The symptoms resemble a classic infection: neck pain (89% of cases), fever (82%), difficulty swallowing (46%), and a red, hot, swollen area over the thyroid. White blood cell counts are elevated in about 80% of bacterial cases. The most common bacteria involved are Staphylococcus aureus and various Streptococcus species, though in immunocompromised individuals, unusual organisms like fungi (Candida, Aspergillus) or tuberculosis bacteria can be responsible. This form requires prompt treatment, unlike most other types of thyroiditis that resolve on their own.
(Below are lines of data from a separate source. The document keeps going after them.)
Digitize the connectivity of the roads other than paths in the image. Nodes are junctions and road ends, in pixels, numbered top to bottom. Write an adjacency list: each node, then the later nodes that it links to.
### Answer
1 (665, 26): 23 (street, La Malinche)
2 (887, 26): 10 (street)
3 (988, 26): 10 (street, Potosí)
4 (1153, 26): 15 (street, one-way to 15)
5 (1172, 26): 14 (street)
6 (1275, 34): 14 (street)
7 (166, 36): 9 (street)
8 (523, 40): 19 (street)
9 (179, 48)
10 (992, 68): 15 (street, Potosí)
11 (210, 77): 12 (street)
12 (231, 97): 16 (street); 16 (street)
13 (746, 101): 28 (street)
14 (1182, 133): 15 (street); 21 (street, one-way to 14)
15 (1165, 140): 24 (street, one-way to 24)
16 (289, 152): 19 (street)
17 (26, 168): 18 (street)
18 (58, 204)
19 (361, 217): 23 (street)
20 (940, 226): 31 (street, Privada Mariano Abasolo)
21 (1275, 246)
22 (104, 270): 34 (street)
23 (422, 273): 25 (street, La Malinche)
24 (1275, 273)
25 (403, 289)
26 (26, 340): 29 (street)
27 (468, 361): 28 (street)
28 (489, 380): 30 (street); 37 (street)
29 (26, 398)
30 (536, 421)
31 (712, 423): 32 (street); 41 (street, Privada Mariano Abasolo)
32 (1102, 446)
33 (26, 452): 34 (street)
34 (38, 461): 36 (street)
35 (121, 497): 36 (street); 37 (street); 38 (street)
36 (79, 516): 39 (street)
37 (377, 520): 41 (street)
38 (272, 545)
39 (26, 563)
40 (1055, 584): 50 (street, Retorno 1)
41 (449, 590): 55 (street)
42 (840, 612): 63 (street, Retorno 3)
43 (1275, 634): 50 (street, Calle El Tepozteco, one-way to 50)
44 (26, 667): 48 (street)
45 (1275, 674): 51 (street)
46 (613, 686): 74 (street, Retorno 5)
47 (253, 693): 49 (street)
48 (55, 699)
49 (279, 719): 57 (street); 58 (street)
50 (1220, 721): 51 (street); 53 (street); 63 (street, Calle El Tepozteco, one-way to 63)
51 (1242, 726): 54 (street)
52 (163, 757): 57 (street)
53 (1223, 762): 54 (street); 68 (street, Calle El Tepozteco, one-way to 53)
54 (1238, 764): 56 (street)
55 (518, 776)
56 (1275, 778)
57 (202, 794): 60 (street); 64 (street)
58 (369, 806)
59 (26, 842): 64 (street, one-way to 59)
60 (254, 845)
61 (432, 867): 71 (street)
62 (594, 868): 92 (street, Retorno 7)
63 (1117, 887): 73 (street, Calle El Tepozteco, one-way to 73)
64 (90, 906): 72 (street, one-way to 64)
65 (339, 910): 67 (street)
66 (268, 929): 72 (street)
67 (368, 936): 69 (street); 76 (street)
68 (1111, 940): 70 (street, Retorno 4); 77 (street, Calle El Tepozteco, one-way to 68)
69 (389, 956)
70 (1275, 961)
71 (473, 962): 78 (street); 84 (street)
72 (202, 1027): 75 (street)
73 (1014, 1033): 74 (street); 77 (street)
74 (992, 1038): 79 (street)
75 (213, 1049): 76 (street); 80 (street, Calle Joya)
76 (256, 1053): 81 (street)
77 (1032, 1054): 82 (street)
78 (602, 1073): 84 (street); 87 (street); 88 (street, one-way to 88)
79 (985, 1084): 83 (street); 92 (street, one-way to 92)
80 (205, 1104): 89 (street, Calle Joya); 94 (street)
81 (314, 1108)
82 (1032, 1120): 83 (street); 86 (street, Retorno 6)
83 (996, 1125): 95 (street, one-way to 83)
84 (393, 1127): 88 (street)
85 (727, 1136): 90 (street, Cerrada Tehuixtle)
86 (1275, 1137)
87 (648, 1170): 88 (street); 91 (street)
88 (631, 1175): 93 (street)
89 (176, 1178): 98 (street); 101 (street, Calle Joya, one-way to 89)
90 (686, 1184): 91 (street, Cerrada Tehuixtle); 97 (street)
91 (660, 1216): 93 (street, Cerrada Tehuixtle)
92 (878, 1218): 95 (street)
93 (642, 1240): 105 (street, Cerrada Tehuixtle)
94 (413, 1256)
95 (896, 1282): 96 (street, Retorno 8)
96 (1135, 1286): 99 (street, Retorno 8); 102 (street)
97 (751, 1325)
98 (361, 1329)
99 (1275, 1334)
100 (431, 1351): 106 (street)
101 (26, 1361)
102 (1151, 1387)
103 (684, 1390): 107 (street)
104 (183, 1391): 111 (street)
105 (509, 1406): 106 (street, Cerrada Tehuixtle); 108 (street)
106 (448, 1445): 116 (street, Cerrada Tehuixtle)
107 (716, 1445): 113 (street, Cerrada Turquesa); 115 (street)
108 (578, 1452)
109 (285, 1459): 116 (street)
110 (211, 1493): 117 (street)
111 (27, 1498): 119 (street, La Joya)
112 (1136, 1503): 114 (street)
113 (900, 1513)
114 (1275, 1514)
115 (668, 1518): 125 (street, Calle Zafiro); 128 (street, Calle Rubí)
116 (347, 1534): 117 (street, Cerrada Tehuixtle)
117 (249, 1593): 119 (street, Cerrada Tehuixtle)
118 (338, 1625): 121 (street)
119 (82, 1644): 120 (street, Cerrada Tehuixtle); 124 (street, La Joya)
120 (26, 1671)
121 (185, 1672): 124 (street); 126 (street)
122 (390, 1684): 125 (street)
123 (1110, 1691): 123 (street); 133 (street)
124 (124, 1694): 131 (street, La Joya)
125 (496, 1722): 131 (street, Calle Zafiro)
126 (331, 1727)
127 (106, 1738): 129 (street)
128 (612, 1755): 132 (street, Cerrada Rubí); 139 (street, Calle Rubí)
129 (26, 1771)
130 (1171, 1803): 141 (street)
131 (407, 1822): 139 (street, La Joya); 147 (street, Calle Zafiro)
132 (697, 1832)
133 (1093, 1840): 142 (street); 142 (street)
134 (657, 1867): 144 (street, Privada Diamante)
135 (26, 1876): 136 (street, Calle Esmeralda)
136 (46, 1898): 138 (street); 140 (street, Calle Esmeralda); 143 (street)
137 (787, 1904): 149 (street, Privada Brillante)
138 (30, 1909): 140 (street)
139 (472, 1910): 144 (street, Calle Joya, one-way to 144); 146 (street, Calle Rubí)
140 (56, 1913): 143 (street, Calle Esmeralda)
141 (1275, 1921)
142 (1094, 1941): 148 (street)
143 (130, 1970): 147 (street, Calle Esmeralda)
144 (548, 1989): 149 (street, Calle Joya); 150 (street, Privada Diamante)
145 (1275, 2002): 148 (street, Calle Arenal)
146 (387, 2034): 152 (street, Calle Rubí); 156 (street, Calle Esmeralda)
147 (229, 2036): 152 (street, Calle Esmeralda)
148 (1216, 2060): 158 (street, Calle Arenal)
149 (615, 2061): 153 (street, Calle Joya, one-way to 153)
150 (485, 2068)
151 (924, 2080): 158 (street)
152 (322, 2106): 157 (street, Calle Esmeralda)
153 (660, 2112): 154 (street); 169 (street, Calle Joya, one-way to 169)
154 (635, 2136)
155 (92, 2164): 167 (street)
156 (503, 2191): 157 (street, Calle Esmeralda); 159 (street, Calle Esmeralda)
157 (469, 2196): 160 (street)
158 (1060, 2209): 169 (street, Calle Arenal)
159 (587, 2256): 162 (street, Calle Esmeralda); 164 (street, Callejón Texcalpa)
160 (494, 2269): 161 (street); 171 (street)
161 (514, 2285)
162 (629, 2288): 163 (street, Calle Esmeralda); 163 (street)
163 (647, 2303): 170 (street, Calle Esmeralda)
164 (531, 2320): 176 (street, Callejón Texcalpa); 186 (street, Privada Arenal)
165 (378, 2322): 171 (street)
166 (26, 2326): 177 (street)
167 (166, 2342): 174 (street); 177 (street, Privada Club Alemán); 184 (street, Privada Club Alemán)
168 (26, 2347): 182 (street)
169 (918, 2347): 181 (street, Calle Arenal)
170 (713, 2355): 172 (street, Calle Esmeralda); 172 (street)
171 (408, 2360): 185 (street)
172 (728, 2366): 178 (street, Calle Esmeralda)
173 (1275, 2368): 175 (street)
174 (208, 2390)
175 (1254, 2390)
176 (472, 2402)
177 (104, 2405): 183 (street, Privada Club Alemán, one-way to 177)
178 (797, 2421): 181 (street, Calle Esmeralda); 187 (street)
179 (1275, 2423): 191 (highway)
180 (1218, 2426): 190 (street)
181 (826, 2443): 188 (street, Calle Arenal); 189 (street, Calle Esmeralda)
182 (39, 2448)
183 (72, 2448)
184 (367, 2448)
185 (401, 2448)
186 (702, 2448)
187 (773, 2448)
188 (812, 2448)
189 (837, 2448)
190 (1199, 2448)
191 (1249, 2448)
Riedel Thyroiditis: A Fibrous Disorder
The rarest form of thyroid inflammation is Riedel thyroiditis, where the gland is gradually replaced by dense, scar-like fibrous tissue. Rather than a straightforward immune attack, this is now understood to be part of a broader category of fibroinflammatory disease linked to elevated levels of a specific antibody called IgG4. The fibrous tissue can extend beyond the thyroid into surrounding neck structures, making the gland feel rock-hard and sometimes causing compression of the windpipe or esophagus. Because of its hardness and fixed nature, it can initially be mistaken for thyroid cancer on physical exam. Treatment often involves corticosteroids, and in resistant cases, other immune-suppressing therapies have been used successfully.
Risk Factors That Increase Susceptibility
Several factors raise your chances of developing thyroid inflammation. A family history of autoimmune disease is the strongest predictor for Hashimoto’s and other autoimmune forms. Women are affected far more often than men across nearly all types of thyroiditis. Having one autoimmune condition, such as type 1 diabetes or rheumatoid arthritis, increases the likelihood of developing another, including autoimmune thyroiditis.
For subacute thyroiditis, recent viral illness is the key risk factor, particularly during fall and winter when respiratory viruses peak. For postpartum thyroiditis, women who test positive for anti-TPO antibodies during pregnancy have a significantly higher risk of developing the condition after delivery. And for drug-induced forms, simply being on one of the known triggering medications puts you in a higher-risk category, particularly if you’re receiving combination immunotherapy for cancer.